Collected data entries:

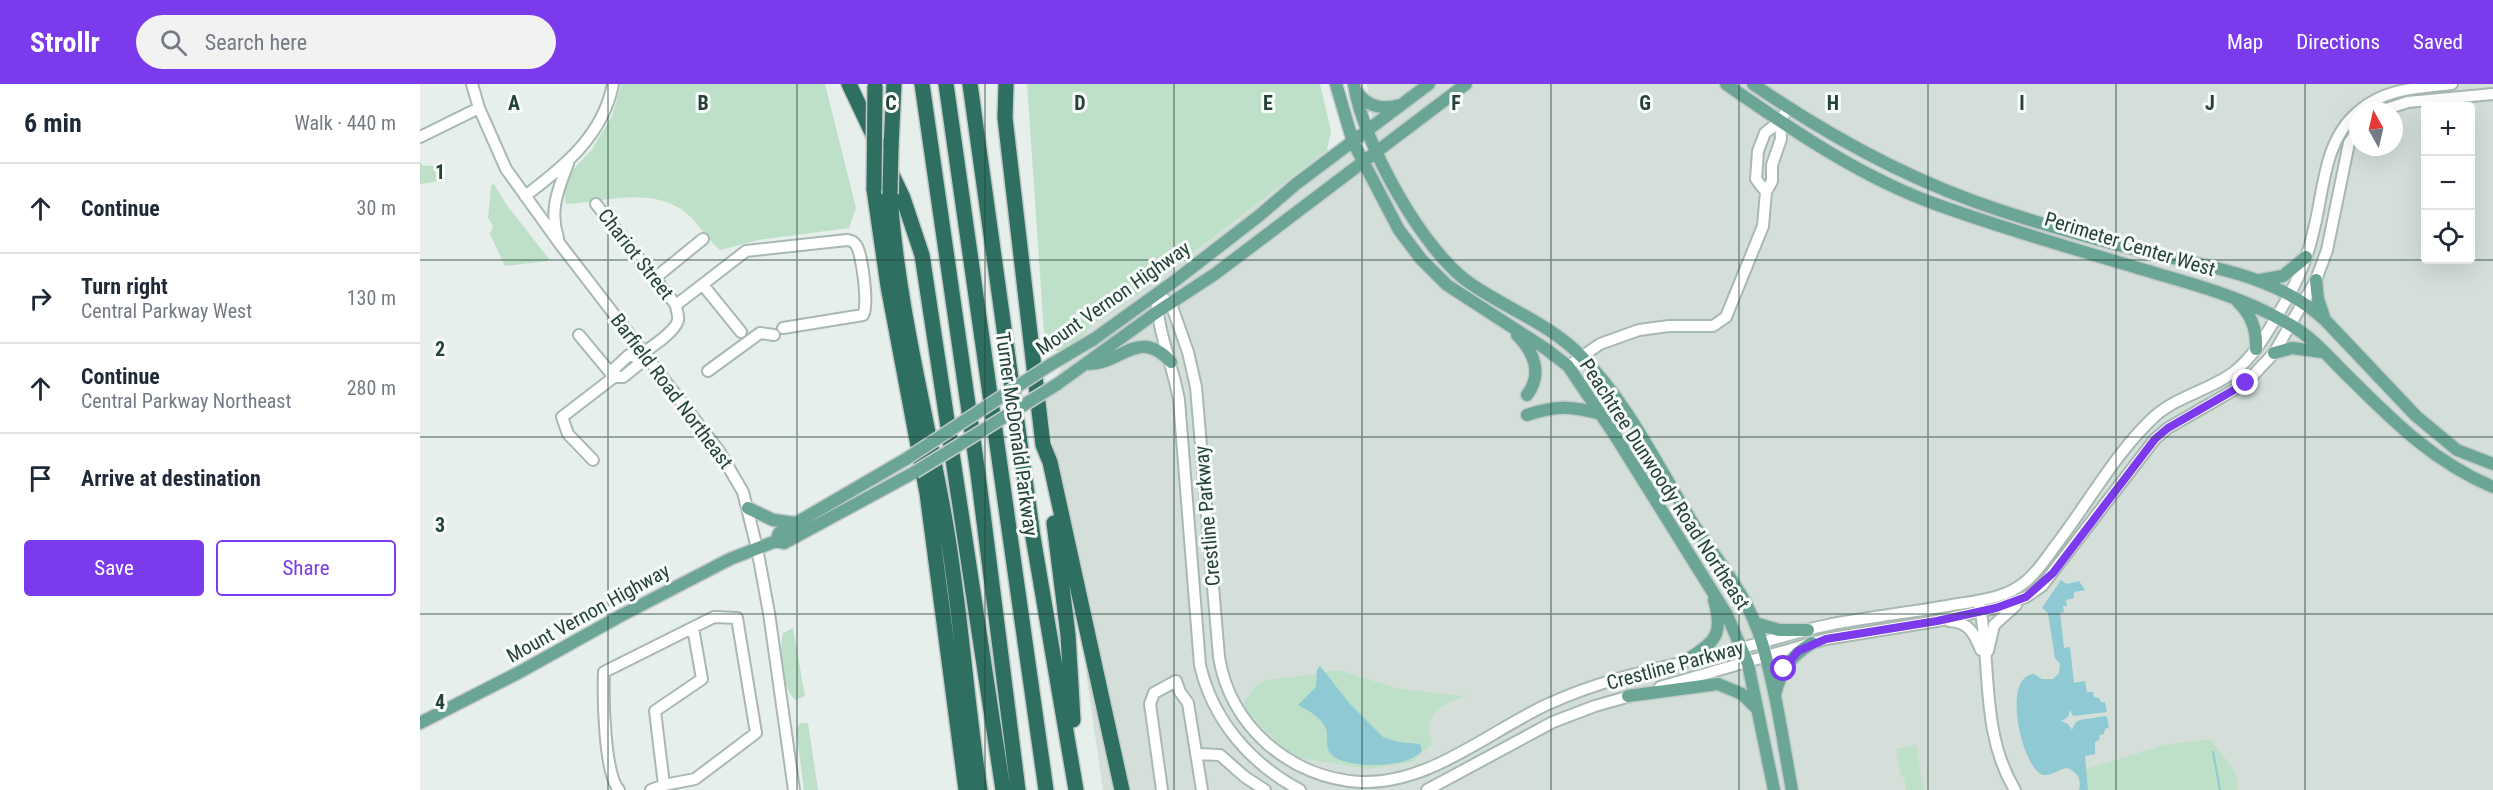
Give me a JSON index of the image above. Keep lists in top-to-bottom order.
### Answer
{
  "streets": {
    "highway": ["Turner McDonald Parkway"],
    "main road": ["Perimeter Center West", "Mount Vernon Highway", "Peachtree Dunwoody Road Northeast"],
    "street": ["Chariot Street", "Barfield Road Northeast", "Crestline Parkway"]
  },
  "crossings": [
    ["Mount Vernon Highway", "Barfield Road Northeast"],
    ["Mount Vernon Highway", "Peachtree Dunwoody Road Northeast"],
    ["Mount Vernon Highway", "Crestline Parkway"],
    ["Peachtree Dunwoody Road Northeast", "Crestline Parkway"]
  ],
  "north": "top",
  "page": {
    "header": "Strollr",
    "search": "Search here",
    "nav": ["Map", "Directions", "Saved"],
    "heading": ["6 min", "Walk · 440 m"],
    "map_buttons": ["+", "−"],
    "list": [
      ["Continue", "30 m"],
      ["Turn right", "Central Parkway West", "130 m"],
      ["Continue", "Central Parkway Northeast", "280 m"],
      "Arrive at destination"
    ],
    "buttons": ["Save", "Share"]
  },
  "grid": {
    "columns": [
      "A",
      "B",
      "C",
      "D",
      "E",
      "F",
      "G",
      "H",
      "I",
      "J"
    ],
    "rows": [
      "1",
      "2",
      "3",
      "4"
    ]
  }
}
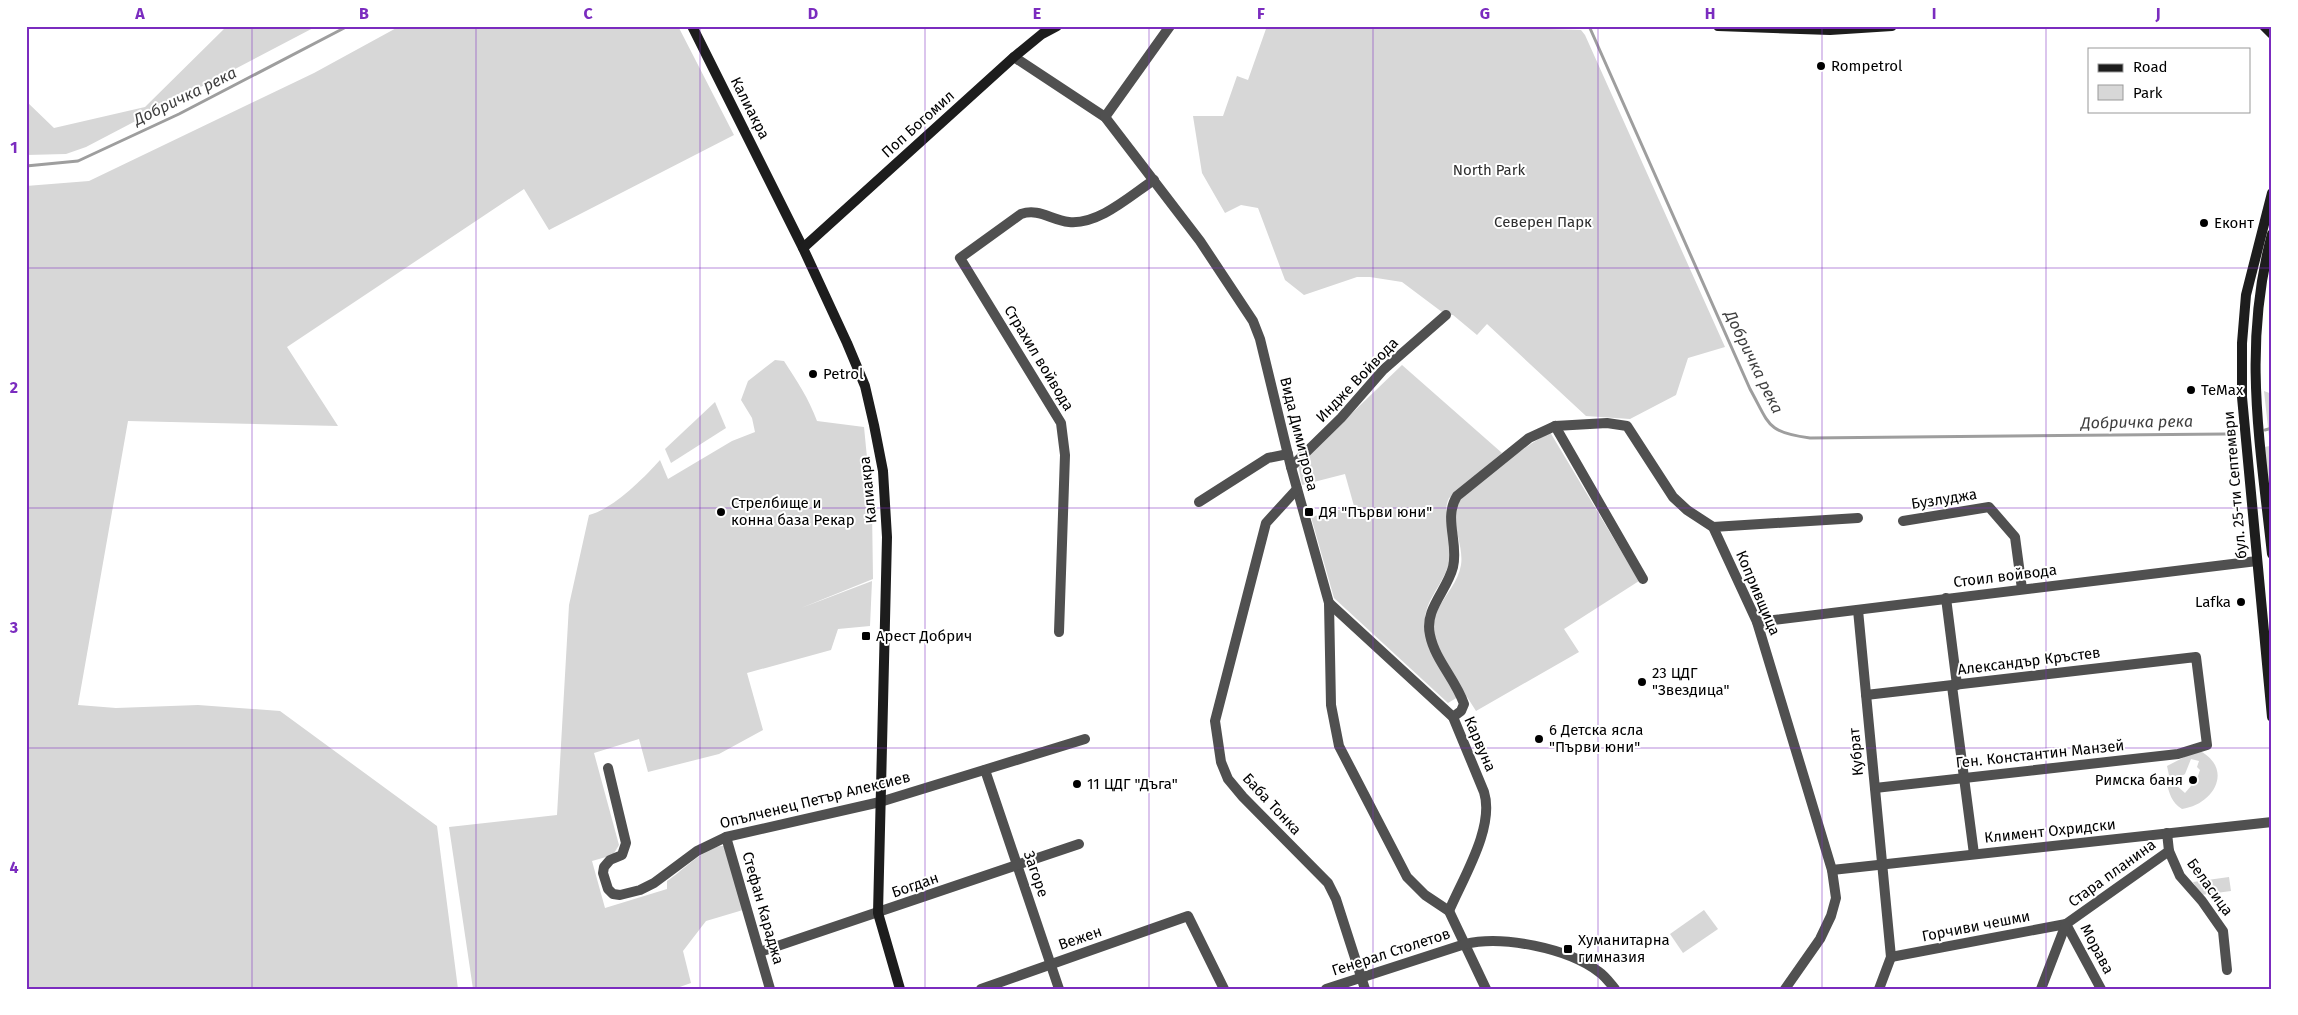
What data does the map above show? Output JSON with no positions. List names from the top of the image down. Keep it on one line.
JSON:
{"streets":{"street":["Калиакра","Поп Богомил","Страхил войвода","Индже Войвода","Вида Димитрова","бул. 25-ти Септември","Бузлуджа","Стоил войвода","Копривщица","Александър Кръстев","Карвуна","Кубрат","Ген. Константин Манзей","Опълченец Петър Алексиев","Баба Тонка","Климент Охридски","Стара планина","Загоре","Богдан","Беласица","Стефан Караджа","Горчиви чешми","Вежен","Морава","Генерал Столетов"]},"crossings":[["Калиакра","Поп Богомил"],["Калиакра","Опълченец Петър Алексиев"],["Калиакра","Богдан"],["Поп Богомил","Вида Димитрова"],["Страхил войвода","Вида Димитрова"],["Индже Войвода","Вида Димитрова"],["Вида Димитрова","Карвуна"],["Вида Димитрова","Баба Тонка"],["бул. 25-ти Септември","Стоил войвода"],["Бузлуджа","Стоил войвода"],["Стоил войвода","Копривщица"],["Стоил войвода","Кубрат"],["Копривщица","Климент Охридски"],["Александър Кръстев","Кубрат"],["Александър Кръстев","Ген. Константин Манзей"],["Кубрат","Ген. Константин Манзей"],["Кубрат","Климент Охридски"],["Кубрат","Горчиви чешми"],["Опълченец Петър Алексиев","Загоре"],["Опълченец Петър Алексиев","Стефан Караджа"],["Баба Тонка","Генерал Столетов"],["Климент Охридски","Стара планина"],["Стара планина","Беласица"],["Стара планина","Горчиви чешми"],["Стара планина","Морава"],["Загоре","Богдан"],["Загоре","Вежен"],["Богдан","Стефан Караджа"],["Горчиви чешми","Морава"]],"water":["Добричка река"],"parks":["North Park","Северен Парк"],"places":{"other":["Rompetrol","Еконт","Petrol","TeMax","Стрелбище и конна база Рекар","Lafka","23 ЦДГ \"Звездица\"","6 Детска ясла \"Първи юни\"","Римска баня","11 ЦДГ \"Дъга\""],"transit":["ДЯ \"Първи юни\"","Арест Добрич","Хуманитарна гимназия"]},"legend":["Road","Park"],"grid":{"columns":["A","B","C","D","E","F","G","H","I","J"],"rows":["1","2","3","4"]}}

▶ [WORK TASK] Please filter the entries for the word "above" and copy the lines that have it.

▶ [WRITTEN ANSWER]
Give me a JSON index of the image above. Keep lists in top-to-bottom order.
What data does the map above show? Output JSON with no positions. List names from the top of the image down. Keep it on one line.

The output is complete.